Sequence of Cambrian sandstone (the ledge across the middle of the photo), shale (the overlying slopes) and limestone (the upper cliffs) deposited on top the Vishnu Schist in the Grand Canyon.

 

Since sedimentary rocks, like sandstone, shale, or limestone, are deposited at Earth’s surface –and metamorphic rock forms beneath the surface, this photo shows that BEFORE the sedimentary rocks were deposited, the metamorphic rock (schist) had to have been uplifted and exposed.  So all the time required to bring the schist to the surface had to take place before the sandstone was even deposited.

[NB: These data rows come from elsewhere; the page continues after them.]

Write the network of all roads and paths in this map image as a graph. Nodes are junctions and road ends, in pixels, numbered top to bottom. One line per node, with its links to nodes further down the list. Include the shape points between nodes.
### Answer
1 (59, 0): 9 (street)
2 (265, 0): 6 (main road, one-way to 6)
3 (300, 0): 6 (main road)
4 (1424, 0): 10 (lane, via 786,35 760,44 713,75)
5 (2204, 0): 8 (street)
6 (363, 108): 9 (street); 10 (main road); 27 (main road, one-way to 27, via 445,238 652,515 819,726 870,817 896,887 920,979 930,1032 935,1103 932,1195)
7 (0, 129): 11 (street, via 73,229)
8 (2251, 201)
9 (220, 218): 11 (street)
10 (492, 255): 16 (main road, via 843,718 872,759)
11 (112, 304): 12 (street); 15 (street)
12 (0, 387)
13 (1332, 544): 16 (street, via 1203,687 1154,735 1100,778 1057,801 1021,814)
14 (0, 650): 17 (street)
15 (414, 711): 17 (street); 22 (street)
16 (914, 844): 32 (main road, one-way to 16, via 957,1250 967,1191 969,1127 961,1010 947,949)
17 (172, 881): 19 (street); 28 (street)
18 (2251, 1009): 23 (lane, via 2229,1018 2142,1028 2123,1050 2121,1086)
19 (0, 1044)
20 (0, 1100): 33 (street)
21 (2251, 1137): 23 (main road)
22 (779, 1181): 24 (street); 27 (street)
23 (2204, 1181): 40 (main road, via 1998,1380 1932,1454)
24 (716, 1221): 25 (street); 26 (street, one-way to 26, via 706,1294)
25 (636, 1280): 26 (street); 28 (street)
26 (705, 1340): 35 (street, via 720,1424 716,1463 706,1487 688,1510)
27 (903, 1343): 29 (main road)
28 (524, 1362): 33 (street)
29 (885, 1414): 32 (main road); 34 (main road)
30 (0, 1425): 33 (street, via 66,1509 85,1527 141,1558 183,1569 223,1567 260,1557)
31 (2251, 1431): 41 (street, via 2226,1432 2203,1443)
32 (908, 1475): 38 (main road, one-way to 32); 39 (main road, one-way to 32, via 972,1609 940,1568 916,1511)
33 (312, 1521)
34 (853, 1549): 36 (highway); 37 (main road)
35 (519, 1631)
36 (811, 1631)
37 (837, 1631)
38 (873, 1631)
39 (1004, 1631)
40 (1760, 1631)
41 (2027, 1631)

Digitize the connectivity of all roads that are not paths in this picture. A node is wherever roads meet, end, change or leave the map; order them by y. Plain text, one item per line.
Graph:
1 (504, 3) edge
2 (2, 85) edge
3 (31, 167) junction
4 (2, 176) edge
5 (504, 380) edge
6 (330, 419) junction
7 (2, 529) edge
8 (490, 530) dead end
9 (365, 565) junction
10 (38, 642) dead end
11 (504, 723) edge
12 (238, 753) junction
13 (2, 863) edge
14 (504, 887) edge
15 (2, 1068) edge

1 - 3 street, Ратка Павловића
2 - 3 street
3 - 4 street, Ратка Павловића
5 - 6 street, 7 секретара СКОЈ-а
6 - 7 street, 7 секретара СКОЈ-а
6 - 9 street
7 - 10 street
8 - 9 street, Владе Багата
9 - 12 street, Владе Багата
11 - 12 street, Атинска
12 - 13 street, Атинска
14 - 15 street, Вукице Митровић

The surface of contact between the sandstone and the schist is called an unconformity because it is here that we see evidence for a great deal of missing rock record.  The sandstone must be much younger than the schist –for the very reason that the schist first had to get uplifted and exposed at the surface before the sandstone was deposited on top of it.  So… because the sandstone is so much younger, but it was deposited right on top the schist, there must be a gap in the rock record between them … an unconformity.

And here is where we see evidence for even LONGER periods of time.  Overlying the sandstone?  Thousands and thousands of feet of more sedimentary rock.  And much of that sedimentary rock was marine… formed at sea level.  It is now over a mile above sea level.

And the schist itself?  The people who’ve studied it have determined that much of it was originally volcanic –which means that it originally formed at the Earth’s surface.  So… over geologic time, it must have been buried to the depths needed to turn it into a metamorphic rock BEFORE it was uplifted and exposed.

So… how old is Earth?  Some say 6 or 10,000 years… I think we’re looking at 10s of millions in this photo.  And if we consider the numerical ages for these rocks, 1.7 billion is the age of metamorphism of the schist –its original volcanic rock must have been older!